“The days creep and the years fly.” Every now and then I get a stark reminder of that truth. It feels like just yesterday my friend Valerie Robertson and I were having one of our thrice weekly update phone calls to chat about (among other things) the progress on “the green pub,” which was the placeholder she was using to describe the environmental magazine she was planning to launch. We talked for days and days and months and months about it. Staples or no staples? Height? Width? Publication calendar? Features? Reccurring columns?
I don’t think I will ever forget the radiance on Valerie’s face the day she picked up the first issue of Cape Fear’s Going Green from the printer.
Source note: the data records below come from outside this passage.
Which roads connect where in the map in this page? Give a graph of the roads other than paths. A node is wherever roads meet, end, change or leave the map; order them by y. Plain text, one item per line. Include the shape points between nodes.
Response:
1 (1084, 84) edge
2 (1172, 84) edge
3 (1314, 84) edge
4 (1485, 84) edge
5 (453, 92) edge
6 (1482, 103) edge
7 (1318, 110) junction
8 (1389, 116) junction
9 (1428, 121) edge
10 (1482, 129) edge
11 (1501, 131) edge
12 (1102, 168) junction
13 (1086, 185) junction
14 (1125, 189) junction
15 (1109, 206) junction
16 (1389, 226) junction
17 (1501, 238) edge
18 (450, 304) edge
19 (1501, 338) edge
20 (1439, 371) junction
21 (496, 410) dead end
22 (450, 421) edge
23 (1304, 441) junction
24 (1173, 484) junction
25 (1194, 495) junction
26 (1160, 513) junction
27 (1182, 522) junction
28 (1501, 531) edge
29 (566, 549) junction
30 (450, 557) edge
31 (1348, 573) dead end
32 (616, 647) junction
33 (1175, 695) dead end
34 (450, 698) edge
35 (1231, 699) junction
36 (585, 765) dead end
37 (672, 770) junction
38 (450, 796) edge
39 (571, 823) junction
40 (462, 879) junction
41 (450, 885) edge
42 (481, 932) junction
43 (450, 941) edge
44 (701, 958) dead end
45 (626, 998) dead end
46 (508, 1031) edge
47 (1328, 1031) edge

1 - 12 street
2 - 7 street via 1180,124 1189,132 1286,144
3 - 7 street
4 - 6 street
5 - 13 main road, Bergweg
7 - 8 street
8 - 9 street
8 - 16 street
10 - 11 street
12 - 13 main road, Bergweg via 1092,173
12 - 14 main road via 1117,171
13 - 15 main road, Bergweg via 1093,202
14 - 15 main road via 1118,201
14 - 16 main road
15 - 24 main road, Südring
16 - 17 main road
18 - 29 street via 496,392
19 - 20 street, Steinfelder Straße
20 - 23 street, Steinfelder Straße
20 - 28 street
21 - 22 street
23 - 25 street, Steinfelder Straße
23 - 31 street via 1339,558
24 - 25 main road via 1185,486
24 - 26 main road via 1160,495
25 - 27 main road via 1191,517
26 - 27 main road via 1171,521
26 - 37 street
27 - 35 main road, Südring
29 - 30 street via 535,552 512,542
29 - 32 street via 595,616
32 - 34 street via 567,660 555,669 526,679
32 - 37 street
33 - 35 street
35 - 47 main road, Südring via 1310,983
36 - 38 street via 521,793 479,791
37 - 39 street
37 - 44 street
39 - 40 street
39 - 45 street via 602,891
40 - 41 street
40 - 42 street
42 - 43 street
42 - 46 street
Pride of accomplishment, delight of content (it even had a centerfold—a belly shot of a spider on her web), but more than that, the sense of settling into one’s niche in the world. Then came the real delight for me: watching other people react to the magazine. The Kuuskoski family of the Troll store called and offered to draw an environmental Troll cartoon for Going Green. Columnists offered services, and a distribution system that is the personification of a “web of connection” on steroids developed. (Drop an extra stack off with “Person A,” who will take them to a meeting for distribution the following week. Also drop two stacks off with “Person B,” who will deliver them to two coffee shops on the furthest edge of the county. In addition, drop an extra stack off with…)
Cape Fear’s Going Green is a premiere guide for eco-friendly resources and lifestyles in the lower Cape Fear River basin of North Carolina. It’s free and covers topics designed to help us make choices that save money, contribute to healthier living, and assist in being kind to our planet (stormwater management, green building, alternate energy, using native plants, protecting our wetlands, recycling).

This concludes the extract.